### Task brief
Look through the entries for the string "main", and copy each line that holds it.

Saved data entries
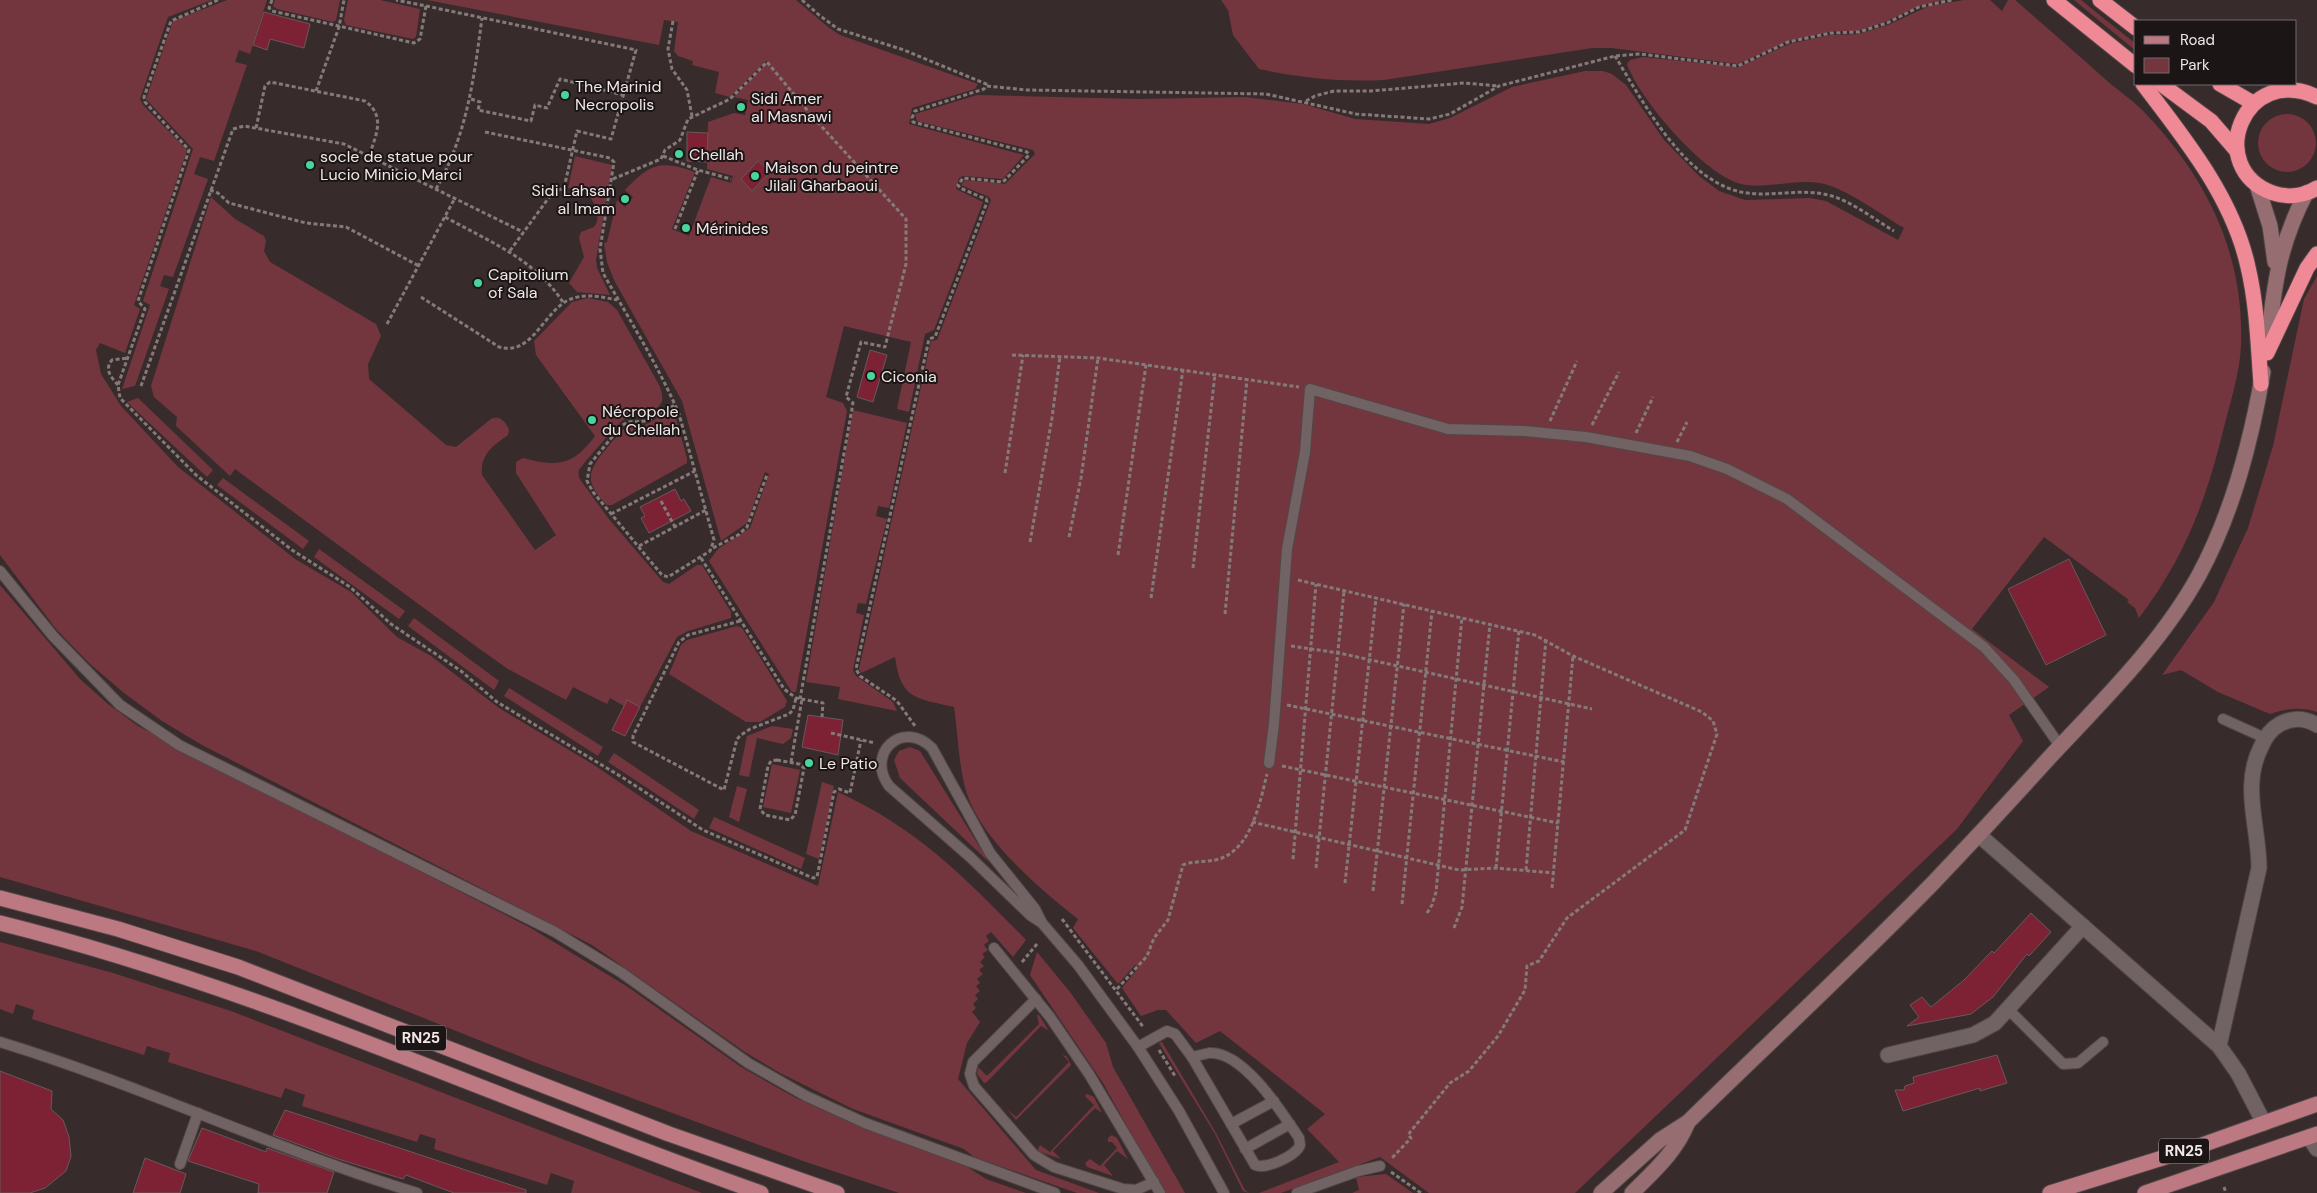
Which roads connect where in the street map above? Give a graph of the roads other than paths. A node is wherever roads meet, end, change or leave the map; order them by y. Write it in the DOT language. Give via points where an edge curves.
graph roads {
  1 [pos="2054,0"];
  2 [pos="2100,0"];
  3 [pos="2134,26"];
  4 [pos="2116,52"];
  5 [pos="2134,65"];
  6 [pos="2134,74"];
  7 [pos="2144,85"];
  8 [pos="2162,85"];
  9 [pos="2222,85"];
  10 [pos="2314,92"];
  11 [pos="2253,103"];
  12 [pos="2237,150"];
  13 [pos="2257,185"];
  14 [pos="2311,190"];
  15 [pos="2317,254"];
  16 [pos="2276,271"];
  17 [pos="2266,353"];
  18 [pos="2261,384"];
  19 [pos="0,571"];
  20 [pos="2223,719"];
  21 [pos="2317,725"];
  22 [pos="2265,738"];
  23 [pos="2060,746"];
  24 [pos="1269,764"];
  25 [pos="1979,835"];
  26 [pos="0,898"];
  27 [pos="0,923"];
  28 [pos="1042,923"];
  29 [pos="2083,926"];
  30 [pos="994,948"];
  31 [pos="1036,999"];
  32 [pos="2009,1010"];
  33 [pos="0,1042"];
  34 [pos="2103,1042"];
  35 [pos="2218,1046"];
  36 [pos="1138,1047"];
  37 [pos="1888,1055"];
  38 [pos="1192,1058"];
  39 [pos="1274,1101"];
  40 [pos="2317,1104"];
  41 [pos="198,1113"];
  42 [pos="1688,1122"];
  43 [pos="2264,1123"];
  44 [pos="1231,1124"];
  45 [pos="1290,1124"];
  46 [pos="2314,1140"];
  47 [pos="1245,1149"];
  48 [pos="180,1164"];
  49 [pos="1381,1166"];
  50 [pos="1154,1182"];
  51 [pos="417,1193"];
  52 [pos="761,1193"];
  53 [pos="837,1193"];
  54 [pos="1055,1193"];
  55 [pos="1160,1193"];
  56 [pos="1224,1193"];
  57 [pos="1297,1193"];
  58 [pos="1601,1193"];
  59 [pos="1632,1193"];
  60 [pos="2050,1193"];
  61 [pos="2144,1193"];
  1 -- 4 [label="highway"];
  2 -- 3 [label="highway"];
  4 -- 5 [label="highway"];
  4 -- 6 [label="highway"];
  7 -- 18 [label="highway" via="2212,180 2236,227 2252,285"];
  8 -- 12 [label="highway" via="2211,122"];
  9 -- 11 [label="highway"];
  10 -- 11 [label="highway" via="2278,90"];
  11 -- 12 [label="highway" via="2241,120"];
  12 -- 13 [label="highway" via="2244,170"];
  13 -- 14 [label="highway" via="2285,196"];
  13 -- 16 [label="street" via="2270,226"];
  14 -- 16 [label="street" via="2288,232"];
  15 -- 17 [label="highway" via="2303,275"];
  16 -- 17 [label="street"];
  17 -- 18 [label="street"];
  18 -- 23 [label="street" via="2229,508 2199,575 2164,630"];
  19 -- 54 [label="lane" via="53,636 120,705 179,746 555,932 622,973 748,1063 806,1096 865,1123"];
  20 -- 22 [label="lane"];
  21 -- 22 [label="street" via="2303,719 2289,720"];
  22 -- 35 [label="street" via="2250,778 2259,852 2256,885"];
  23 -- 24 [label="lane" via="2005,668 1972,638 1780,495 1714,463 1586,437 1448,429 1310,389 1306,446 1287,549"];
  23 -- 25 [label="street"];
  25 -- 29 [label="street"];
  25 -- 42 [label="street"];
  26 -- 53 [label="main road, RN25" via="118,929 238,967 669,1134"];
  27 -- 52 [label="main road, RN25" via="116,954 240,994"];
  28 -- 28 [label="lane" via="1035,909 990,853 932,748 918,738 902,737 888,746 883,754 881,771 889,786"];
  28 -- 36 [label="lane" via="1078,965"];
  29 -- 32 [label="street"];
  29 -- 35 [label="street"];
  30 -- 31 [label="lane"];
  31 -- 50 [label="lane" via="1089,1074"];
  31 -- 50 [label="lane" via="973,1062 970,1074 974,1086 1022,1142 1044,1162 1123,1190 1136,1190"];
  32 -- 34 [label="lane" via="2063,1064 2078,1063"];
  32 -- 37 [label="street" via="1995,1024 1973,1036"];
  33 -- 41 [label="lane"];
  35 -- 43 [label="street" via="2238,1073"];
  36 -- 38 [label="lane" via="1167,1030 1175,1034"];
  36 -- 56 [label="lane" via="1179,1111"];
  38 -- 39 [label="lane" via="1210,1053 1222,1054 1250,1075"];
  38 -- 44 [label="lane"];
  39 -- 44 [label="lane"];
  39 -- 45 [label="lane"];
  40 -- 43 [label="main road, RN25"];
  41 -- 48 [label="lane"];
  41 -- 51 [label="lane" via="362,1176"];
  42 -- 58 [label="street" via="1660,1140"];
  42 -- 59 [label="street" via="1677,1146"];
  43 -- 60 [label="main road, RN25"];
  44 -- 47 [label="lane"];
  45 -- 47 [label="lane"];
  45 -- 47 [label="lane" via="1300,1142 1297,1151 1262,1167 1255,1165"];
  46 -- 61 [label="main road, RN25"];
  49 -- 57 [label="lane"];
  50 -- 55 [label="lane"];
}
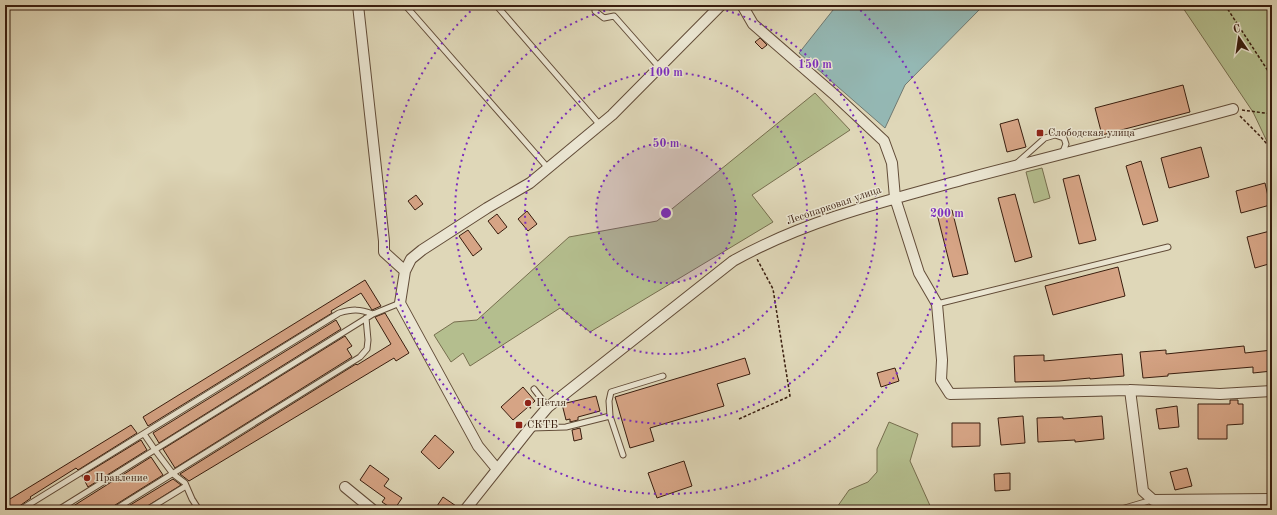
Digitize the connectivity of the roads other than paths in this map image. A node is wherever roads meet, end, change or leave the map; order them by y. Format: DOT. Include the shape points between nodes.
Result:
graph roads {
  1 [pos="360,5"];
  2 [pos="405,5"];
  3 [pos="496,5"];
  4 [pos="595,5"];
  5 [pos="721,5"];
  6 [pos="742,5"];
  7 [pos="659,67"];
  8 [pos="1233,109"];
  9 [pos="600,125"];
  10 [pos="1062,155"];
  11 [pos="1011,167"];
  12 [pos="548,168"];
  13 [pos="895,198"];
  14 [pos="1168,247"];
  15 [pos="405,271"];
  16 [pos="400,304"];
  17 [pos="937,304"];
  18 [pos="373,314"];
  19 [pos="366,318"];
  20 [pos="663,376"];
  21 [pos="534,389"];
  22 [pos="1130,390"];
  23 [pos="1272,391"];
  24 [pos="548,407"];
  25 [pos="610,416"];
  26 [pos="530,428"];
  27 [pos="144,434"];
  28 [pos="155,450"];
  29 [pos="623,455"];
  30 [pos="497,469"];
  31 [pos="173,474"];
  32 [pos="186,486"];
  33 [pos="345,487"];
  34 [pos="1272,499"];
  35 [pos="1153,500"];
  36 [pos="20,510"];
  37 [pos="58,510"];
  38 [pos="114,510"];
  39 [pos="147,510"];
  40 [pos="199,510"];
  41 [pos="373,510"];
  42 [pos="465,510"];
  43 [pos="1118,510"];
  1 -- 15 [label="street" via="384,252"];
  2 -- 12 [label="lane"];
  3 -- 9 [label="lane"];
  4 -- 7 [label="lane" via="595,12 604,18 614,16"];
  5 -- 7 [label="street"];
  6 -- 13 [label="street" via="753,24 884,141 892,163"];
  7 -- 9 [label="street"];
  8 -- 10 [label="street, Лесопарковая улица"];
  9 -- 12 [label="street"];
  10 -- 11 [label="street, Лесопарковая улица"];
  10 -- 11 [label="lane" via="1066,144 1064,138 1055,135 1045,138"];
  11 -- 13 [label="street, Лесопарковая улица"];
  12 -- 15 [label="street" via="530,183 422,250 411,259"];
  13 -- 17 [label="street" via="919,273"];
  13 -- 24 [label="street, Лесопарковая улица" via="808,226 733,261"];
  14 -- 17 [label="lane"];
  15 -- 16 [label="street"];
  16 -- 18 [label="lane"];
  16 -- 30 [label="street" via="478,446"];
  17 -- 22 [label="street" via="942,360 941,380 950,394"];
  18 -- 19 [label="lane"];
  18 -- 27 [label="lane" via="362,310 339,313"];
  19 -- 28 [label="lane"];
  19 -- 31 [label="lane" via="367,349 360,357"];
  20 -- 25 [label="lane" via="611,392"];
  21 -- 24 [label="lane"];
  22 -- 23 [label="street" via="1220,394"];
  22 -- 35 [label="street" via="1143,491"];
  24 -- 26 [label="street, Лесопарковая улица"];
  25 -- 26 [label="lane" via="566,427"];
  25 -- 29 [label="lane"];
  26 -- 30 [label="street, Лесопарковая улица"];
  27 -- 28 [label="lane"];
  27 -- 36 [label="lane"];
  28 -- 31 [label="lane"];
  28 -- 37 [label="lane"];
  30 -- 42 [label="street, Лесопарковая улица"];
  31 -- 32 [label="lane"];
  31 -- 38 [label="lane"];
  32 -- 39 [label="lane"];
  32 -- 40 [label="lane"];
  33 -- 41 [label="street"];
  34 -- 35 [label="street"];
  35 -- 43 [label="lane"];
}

### Response for this exercise
  26 -- 53 [label="main road, RN25" via="118,929 238,967 669,1134"];
  27 -- 52 [label="main road, RN25" via="116,954 240,994"];
  40 -- 43 [label="main road, RN25"];
  43 -- 60 [label="main road, RN25"];
  46 -- 61 [label="main road, RN25"];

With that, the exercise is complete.